Hükümet'in Mısır'da yaşanan darbenin ardından sert tepki gösterdiği Ekmeleddin İhsanoğlu hakkında 20 Ağustos 2013 yılında T24'te yayımlanan biyografi şöyle:
Ekmeleddin İhsanoğlu kimdir?
Başbakan Yardımcısı Bekir Bozdağ ile AKP Genel Başkan Yardımcısı Hüseyin Çelik’in, Mısır’da gerçekleşen darbe sonrasında sessiz kaldığı için istifasını istediği İslam İşbirliği Teşkilatı (İİT) eski Genel Sekreteri Prof. Dr. Ekmeleddin İhsanoğlu, Türkiye’ye hiç yabancı değil.
Aslen Mısır doğumlu ve Türk vatandaşı olan 70 yaşındaki İhsanoğlu, Ayn Şems Üniversitesi’nden mezun olduktan sonra Mısır’ın en güçlü siyasi hareketi “Müslüman Kardeşler”le özdeşleşmiş El-Ezher Üniversitesi’nde akademisyenlik yaptı. İhsanoğlu akademisyenlik döneminde Osmanlı kültürü ve edebiyatı hakkında çalışmalar yaptı.

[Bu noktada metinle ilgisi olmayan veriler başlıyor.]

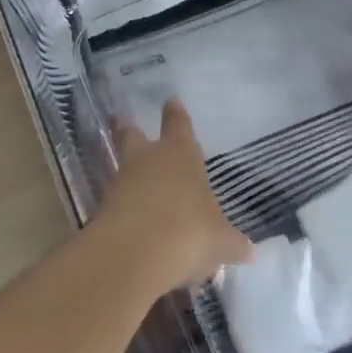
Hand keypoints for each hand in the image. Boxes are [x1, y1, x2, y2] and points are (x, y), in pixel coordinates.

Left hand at [101, 99, 251, 290]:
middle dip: (129, 130)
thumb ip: (232, 242)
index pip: (179, 125)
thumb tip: (248, 250)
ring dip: (128, 174)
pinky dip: (124, 209)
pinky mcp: (104, 209)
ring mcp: (122, 182)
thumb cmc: (189, 230)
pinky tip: (134, 224)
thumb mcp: (220, 240)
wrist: (136, 253)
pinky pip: (116, 202)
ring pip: (123, 169)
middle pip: (134, 137)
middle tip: (121, 121)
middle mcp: (148, 160)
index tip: (170, 99)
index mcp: (180, 154)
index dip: (176, 114)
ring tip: (137, 185)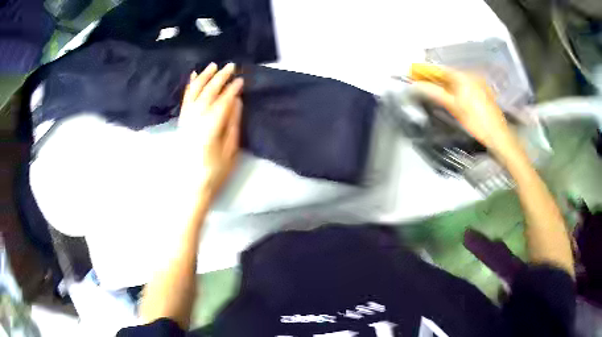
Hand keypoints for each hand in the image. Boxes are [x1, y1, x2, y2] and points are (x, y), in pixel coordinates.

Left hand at [178, 62, 242, 198]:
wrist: (189, 187)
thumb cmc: (214, 173)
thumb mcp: (230, 152)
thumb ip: (233, 125)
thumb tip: (237, 103)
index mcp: (210, 128)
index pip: (222, 102)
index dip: (232, 90)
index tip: (241, 80)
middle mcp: (195, 120)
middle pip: (208, 93)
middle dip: (220, 78)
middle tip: (231, 66)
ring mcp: (186, 120)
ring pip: (194, 93)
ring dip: (204, 78)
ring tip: (213, 66)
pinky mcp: (182, 123)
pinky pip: (185, 100)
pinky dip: (189, 87)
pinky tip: (193, 77)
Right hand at [410, 63, 515, 157]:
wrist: (498, 135)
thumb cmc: (476, 121)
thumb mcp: (453, 107)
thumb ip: (434, 93)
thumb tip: (416, 86)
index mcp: (463, 76)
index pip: (440, 69)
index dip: (426, 71)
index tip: (414, 74)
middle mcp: (471, 75)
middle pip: (449, 74)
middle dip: (436, 78)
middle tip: (423, 85)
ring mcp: (479, 83)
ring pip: (458, 80)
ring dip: (446, 84)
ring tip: (436, 92)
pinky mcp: (483, 92)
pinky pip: (466, 86)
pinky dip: (456, 88)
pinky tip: (453, 97)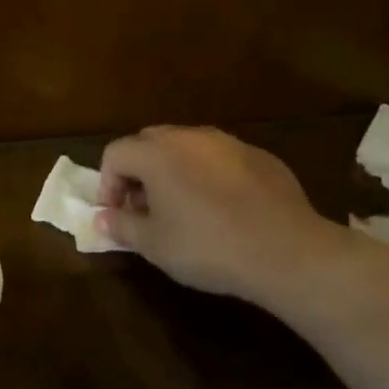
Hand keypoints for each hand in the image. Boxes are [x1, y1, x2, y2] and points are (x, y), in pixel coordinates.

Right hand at [97, 126, 338, 305]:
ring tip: (182, 208)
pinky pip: (220, 158)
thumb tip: (102, 218)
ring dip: (173, 170)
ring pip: (187, 147)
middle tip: (144, 208)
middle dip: (138, 172)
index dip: (107, 183)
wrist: (286, 251)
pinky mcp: (259, 156)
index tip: (115, 213)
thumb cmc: (207, 247)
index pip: (116, 153)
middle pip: (149, 142)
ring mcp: (228, 142)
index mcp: (157, 153)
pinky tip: (222, 209)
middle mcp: (190, 137)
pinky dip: (208, 175)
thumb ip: (122, 226)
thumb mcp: (155, 245)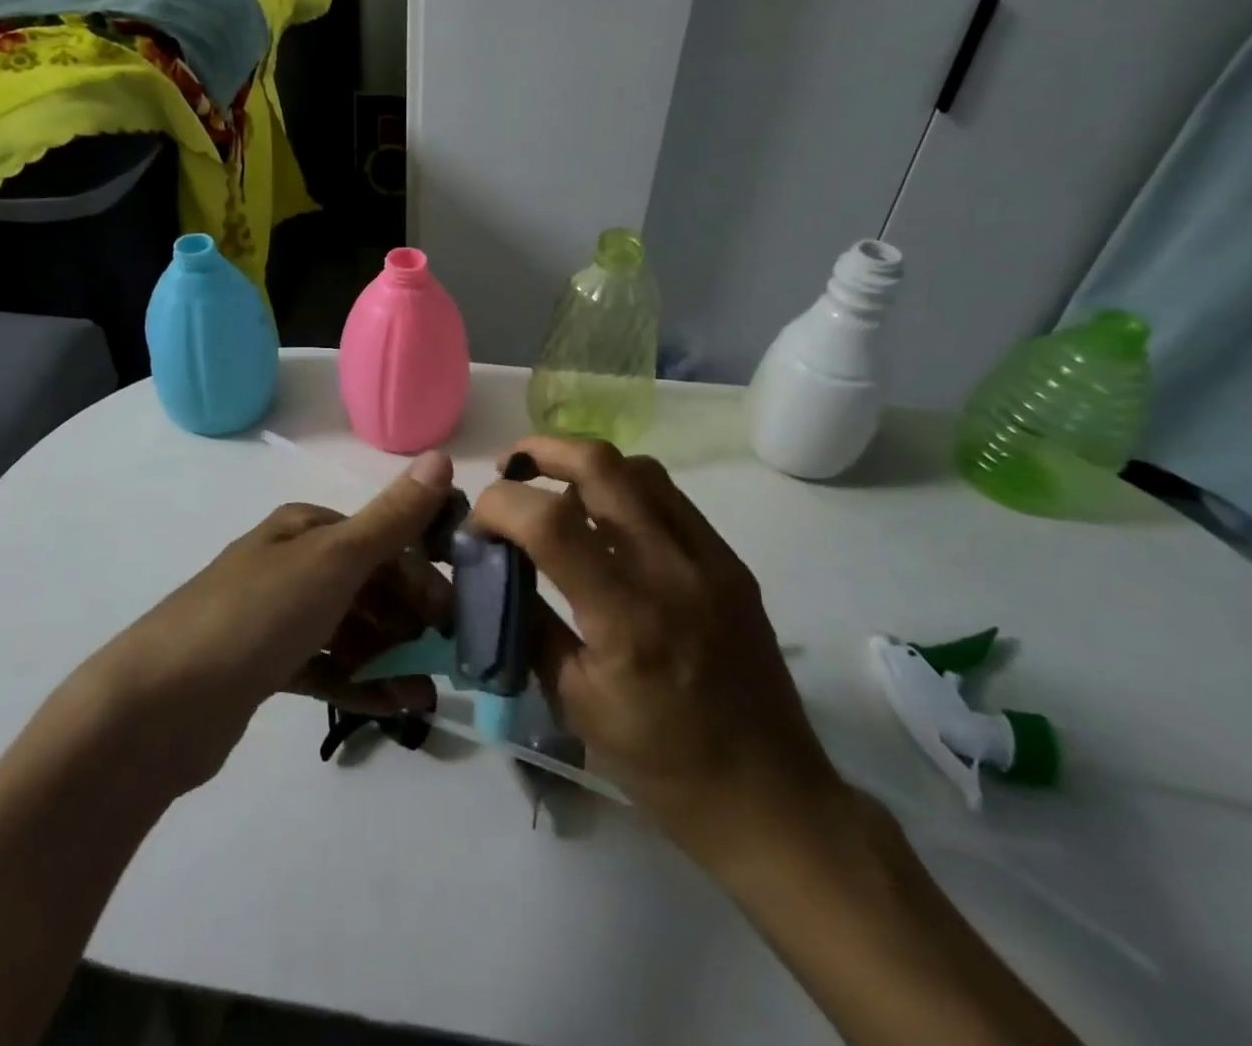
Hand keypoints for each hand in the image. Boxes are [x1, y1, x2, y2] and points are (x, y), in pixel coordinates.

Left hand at [77, 452, 455, 795]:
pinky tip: (394, 707)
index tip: (455, 615)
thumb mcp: (334, 560)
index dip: (421, 573)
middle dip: (409, 619)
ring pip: (349, 630)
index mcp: (304, 529)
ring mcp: (275, 617)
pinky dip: (360, 683)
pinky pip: (325, 668)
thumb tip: (441, 457)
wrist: (159, 704)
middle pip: (367, 585)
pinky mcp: (264, 666)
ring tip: (425, 695)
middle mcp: (291, 564)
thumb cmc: (257, 615)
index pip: (380, 540)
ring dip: (391, 657)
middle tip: (447, 659)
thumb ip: (392, 518)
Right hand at [474, 437, 847, 863]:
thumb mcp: (574, 701)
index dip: (500, 505)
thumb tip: (496, 567)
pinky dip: (624, 489)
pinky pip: (669, 498)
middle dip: (541, 452)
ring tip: (555, 488)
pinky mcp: (731, 562)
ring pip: (639, 469)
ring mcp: (710, 560)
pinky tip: (606, 518)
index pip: (550, 521)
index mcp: (627, 619)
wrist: (772, 799)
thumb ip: (531, 622)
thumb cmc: (662, 766)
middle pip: (601, 466)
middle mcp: (672, 571)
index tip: (479, 524)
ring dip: (585, 465)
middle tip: (510, 470)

Önce Ankara Üniversitesi’nde ardından İngiltere’deki Exeter Üniversitesi’nde doktora çalışmaları yapan İhsanoğlu, profesör unvanı ile 24 yıl boyunca İslam İşbirliği Teşkilatı İslam Tarihi, Sanat ve Kültür Araştırma Merkezi’nin genel direktörlüğünü yürüttü. Aynı zamanda İhsanoğlu, İstanbul Üniversitesi Bilim Tarihi Bölümü ile Türk Bilim Tarihi Kurumu‘nun başkanlığını ve İstanbul Üniversitesi Bilim Tarihi Müze ve Dokümantasyon Merkezi Müdürlüğü görevlerinde bulundu.
İİT Başkanlığı
Fas’ta 1969 yılında kurulan 58 üye ülkeli İslam İşbirliği Teşkilatı’nın 2005 yılında Genel Sekreteri olan İhsanoğlu, bu göreve seçimle gelen ilk isim oldu. Seçim sürecinde Türkiye’nin yürüttüğü “lobi çalışmaları”yla ve AKP hükümetinin desteklediği İhsanoğlu seçimlerde 32 oy aldı. 7,5 yıldır Genel Sekreterlik görevini yürüten İhsanoğlu 2013 yılı sonunda görevini devredecek.

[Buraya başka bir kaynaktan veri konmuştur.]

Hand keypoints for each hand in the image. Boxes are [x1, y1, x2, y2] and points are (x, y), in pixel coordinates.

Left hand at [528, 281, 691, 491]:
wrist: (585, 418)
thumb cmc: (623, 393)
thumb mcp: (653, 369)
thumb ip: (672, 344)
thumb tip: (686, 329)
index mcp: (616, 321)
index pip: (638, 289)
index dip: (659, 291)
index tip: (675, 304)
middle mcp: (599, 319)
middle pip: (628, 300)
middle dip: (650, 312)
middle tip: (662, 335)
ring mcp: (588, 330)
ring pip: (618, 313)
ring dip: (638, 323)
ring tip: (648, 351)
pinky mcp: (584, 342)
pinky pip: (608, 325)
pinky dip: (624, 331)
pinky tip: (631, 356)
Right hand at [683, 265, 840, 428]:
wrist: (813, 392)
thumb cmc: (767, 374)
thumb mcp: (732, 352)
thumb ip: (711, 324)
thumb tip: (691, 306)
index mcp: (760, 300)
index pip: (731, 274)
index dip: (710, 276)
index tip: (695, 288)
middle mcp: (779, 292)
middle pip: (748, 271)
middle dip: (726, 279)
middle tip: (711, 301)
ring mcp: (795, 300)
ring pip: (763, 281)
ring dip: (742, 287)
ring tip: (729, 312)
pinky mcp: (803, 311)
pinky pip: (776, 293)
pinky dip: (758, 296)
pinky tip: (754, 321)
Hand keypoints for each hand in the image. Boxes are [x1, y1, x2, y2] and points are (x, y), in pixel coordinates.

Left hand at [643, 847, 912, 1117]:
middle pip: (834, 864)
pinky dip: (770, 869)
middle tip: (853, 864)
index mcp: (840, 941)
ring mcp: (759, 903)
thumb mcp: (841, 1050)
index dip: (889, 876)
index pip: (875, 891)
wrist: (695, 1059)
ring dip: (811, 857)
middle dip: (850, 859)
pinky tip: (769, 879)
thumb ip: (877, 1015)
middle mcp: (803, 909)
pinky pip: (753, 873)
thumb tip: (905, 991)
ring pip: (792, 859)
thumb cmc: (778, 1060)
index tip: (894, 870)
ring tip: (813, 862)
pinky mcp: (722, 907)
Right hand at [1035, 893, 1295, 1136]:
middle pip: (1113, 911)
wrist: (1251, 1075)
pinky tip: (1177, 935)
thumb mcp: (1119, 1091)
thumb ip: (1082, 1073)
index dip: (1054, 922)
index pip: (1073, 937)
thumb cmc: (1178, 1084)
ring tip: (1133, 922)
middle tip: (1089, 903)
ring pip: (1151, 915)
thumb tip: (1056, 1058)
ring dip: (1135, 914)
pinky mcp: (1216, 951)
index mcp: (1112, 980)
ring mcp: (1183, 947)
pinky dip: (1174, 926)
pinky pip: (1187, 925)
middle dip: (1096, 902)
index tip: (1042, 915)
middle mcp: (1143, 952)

Seçilmesini “Türkiye’nin bir başarısı” olarak yorumlayan Ekmeleddin İhsanoğlu, Türkiye’nin de eşbaşkanı olduğu öne sürülen, ABD’nin “Büyük Ortadoğu Projesi” içinse üye ülkelerin görüşlerinin alınması gerektiğini savunmuştu. Dönemin Türkiye Dışişleri Bakanı olan, Cumhurbaşkanı Abdullah Gül de, İhsanoğlu’nun İİT Genel Sekreterliği’ne seçilmesi hakkında “Bu aslında teşkilat için yeni bir adım, İslam dünyası için bir işaret oldu” ifadelerini kullanmıştı.

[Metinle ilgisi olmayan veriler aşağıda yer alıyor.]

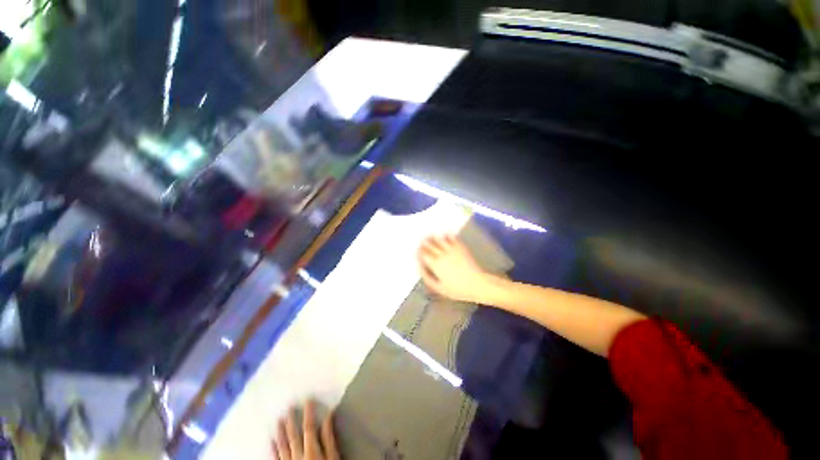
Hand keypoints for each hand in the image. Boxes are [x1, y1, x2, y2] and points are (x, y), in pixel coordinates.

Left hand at [274, 401, 338, 459]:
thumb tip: (329, 416)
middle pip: (294, 436)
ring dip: (280, 433)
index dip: (308, 413)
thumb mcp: (333, 458)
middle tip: (289, 407)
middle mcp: (298, 456)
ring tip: (278, 420)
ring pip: (282, 446)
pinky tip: (271, 442)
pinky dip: (273, 450)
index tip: (308, 400)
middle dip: (291, 421)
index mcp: (311, 451)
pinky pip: (276, 459)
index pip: (309, 428)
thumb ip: (329, 439)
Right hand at [417, 235, 493, 302]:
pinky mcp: (460, 247)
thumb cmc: (457, 289)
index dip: (419, 251)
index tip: (417, 251)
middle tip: (421, 241)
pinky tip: (445, 234)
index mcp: (436, 264)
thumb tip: (420, 267)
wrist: (477, 284)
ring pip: (439, 239)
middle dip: (424, 242)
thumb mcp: (439, 288)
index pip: (423, 254)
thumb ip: (427, 277)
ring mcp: (452, 249)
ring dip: (434, 237)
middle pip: (430, 244)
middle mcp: (442, 254)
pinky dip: (447, 235)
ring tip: (430, 235)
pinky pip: (452, 238)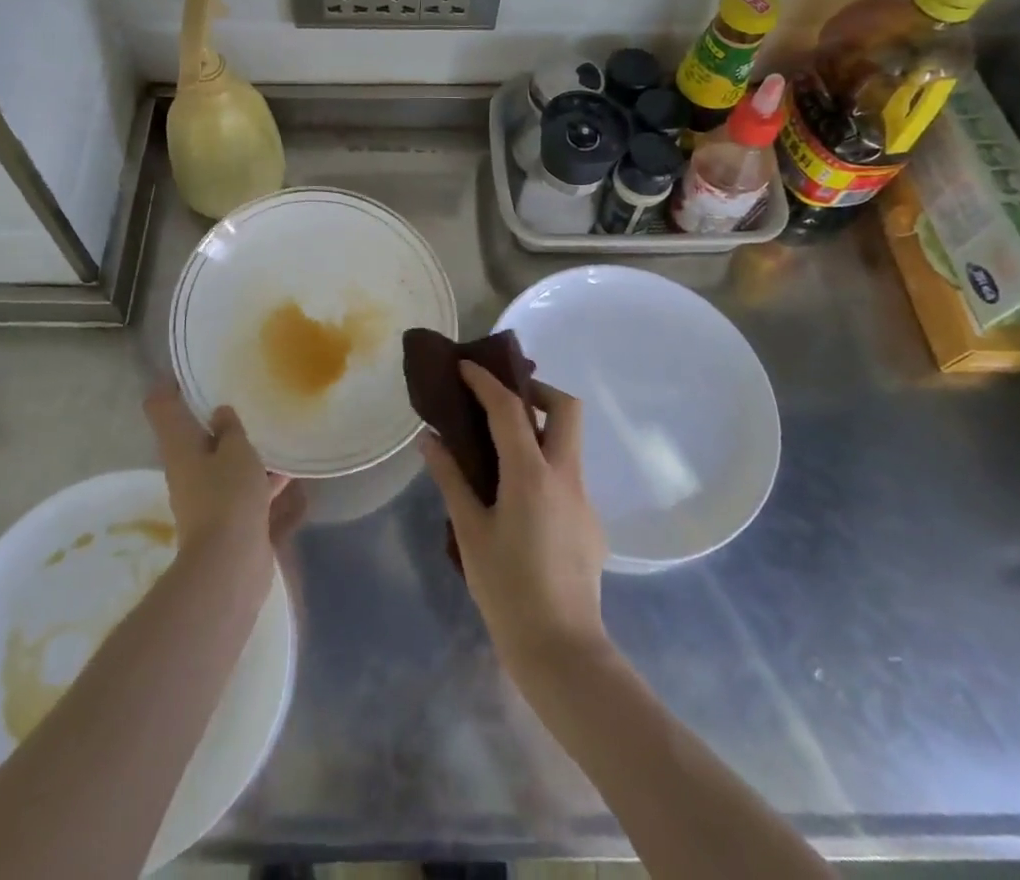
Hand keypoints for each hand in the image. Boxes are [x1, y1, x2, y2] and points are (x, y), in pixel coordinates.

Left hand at [144, 383, 303, 571]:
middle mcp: (187, 468)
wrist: (230, 566)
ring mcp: (206, 495)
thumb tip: (220, 412)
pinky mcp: (228, 517)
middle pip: (194, 434)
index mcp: (179, 445)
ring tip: (273, 428)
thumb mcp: (236, 451)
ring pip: (223, 461)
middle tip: (243, 392)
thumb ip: (230, 428)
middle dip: (215, 416)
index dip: (171, 383)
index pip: (161, 405)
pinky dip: (261, 478)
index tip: (192, 369)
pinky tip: (289, 470)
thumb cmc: (227, 496)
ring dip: (243, 448)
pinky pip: (243, 488)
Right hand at [420, 362, 609, 678]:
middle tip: (502, 402)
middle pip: (566, 408)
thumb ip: (450, 478)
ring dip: (541, 429)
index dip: (486, 381)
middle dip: (537, 391)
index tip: (465, 367)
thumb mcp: (469, 531)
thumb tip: (429, 439)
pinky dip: (544, 467)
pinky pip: (568, 476)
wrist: (562, 652)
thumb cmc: (507, 589)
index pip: (510, 408)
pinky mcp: (591, 523)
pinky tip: (518, 499)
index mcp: (532, 474)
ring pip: (570, 442)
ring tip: (501, 449)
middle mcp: (565, 476)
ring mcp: (584, 499)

Mısır’da darbe sonrası İhsanoğlu’na istifa çağrısı
Arap Baharı’nın ardından Hüsnü Mübarek’in devrilip, yapılan genel seçimlerle göreve gelen Muhammed Mursi’nin de, kendisinin göreve getirdiği Genelkurmay Başkanı Org. Abdülfettah El Sisi’nin gerçekleştirdiği askeri darbeyle devrilmesinin ardından, Türkiye İhsanoğlu’nu “sessiz kalmak”la suçlamış ve istifasını istemişti.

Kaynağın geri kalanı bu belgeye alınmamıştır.